Dataset entries =>

..........

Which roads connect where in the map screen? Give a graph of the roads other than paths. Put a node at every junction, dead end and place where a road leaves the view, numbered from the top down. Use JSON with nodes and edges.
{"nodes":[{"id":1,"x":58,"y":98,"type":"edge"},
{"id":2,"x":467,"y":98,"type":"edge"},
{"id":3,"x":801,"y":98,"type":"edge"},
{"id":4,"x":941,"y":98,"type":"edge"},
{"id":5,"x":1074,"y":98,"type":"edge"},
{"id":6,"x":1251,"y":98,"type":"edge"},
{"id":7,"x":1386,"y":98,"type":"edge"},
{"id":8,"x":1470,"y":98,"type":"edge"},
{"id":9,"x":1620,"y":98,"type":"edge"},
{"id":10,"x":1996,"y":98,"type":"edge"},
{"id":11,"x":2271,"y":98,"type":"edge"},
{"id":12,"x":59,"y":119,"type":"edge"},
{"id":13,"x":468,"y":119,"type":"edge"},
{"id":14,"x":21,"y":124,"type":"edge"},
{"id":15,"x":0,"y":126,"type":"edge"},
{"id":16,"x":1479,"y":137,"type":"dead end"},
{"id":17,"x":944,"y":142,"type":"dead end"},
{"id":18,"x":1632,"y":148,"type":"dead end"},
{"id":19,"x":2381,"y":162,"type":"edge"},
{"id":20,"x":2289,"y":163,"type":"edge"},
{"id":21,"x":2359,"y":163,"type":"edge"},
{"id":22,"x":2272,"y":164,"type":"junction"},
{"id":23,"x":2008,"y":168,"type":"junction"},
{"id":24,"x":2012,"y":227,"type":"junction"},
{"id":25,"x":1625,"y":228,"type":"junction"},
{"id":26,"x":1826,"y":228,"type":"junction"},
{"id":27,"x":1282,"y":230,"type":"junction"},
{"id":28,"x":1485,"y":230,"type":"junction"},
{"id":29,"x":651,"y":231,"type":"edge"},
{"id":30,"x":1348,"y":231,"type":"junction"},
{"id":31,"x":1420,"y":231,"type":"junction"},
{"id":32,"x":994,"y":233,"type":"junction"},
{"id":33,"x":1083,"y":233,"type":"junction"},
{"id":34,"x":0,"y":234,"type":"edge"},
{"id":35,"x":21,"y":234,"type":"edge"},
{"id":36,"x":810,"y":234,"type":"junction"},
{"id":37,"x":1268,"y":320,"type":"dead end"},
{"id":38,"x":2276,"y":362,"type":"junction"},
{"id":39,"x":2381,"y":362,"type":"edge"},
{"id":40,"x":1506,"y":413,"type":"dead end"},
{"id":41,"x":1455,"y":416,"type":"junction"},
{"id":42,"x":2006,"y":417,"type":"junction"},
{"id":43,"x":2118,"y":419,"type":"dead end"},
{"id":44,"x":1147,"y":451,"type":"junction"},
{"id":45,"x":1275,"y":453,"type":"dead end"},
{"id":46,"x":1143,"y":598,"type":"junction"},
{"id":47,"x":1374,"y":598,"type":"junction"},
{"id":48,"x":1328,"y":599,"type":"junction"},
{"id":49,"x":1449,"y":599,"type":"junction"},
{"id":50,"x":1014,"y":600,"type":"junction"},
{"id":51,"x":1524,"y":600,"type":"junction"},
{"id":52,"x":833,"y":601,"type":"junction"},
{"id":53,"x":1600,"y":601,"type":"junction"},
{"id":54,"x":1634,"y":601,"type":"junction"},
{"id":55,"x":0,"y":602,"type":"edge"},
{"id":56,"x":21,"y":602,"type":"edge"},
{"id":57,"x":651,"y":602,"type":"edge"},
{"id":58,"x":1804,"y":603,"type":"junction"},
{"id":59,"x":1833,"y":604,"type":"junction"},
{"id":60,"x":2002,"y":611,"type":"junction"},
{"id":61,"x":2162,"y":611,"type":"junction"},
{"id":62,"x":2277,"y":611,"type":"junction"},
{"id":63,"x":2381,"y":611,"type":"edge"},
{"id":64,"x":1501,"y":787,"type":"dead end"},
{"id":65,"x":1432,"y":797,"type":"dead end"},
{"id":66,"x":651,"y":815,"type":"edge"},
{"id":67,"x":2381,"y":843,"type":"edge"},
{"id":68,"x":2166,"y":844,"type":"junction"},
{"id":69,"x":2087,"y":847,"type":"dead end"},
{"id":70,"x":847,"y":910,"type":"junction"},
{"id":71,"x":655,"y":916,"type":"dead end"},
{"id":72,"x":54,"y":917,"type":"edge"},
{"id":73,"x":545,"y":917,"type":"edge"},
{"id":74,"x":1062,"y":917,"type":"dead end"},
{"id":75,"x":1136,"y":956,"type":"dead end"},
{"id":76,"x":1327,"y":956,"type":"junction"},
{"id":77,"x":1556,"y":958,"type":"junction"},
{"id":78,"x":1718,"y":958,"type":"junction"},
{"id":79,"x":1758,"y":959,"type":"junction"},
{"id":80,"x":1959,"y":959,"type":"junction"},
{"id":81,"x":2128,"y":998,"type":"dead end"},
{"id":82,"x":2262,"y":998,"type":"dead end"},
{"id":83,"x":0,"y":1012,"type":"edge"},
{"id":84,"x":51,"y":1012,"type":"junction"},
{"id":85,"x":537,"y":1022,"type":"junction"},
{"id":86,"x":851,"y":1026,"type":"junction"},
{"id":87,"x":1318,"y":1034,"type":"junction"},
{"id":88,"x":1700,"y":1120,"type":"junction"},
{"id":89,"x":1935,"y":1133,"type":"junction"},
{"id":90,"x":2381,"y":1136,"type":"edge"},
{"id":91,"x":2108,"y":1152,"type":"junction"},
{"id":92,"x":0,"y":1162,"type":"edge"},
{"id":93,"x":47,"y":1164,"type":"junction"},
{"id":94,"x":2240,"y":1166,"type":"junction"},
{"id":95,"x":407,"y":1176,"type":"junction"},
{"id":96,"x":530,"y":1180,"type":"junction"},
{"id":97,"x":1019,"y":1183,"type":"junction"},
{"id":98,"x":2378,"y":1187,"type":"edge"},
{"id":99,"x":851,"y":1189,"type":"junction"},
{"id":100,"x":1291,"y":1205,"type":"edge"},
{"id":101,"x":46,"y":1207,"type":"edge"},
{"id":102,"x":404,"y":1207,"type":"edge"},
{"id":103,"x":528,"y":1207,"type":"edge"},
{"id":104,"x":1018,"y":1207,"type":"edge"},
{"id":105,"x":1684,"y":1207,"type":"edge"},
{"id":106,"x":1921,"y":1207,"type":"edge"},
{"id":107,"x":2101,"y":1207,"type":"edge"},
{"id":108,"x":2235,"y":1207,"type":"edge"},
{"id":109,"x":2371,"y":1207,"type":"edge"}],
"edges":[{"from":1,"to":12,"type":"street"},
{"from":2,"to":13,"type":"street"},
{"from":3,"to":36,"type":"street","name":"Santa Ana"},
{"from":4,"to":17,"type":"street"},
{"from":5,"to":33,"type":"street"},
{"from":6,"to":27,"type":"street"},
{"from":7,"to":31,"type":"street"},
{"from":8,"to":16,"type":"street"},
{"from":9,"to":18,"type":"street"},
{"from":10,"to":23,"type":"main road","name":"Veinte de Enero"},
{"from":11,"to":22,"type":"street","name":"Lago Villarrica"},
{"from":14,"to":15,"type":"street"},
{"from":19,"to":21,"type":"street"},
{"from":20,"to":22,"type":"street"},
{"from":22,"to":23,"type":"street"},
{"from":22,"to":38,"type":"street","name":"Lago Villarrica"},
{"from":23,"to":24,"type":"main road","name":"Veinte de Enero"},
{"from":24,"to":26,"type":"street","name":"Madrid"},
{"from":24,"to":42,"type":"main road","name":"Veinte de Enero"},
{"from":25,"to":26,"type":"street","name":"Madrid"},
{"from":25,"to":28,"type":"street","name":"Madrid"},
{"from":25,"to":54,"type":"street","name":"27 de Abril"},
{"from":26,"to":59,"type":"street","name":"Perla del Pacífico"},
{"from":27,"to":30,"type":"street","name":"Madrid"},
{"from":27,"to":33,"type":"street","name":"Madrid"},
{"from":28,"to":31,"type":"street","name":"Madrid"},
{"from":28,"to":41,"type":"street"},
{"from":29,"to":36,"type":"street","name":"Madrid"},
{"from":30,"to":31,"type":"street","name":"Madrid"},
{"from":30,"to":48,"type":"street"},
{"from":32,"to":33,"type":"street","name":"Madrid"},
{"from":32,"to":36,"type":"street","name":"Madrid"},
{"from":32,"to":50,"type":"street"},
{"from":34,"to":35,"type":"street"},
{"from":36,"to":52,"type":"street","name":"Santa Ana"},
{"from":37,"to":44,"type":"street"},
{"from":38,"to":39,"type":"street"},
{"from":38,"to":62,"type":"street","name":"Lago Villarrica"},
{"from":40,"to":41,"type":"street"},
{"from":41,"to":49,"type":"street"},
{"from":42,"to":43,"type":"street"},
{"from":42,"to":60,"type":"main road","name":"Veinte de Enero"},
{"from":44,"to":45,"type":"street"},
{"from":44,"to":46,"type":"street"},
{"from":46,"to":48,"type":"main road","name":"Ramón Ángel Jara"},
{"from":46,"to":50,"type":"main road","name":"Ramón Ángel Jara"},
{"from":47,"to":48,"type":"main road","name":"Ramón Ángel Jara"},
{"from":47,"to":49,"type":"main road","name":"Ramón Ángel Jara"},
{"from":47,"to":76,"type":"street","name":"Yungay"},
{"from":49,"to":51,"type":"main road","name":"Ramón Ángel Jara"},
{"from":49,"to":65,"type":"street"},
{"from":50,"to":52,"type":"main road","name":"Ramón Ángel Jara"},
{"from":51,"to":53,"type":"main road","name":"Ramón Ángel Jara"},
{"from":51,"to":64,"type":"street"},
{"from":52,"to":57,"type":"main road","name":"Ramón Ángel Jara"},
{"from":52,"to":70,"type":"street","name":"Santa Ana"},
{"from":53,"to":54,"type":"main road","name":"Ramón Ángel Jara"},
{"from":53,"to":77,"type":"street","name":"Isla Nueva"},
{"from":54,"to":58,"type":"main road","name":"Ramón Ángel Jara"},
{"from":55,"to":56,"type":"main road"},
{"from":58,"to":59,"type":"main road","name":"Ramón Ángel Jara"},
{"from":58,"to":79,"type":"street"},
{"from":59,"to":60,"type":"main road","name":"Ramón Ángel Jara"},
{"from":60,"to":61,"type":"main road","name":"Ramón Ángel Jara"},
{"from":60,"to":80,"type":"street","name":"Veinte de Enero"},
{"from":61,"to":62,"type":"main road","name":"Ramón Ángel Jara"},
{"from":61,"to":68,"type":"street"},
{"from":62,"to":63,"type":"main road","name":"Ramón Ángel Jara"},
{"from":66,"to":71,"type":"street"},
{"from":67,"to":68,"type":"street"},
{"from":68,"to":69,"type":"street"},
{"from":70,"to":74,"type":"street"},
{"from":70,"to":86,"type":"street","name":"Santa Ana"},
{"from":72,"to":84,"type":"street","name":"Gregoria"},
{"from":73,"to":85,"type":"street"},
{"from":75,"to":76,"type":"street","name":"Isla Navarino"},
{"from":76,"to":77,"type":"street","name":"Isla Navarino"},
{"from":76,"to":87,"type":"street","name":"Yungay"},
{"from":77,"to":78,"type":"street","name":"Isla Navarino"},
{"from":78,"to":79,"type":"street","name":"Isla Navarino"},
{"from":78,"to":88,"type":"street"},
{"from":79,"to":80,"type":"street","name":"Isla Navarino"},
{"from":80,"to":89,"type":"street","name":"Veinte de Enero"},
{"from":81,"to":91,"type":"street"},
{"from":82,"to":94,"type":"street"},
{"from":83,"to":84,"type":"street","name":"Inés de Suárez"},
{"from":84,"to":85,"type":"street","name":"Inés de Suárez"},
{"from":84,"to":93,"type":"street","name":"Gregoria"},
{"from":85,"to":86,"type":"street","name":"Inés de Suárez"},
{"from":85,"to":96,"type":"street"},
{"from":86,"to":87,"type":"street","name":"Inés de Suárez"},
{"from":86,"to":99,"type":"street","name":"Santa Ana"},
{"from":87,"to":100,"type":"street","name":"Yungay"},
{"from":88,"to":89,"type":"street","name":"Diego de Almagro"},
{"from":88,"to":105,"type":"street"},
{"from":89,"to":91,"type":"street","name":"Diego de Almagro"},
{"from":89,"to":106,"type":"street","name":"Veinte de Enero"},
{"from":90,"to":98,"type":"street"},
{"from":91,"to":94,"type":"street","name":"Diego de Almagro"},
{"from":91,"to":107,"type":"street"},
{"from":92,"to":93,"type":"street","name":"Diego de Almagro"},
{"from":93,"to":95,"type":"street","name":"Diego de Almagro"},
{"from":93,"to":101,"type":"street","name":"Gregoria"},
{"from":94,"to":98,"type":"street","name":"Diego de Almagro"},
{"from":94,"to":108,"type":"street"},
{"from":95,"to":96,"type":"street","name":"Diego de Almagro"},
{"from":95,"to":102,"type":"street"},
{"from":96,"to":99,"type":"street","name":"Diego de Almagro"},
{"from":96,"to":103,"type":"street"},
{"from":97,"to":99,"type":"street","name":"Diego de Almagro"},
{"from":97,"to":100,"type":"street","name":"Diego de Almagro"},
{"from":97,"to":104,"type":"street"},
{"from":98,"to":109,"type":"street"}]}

..........

In the lines above, find the word "Santa" and copy each line that contains it.

REPLY =>
{"from":3,"to":36,"type":"street","name":"Santa Ana"},
{"from":36,"to":52,"type":"street","name":"Santa Ana"},
{"from":52,"to":70,"type":"street","name":"Santa Ana"},
{"from":70,"to":86,"type":"street","name":"Santa Ana"},
{"from":86,"to":99,"type":"street","name":"Santa Ana"},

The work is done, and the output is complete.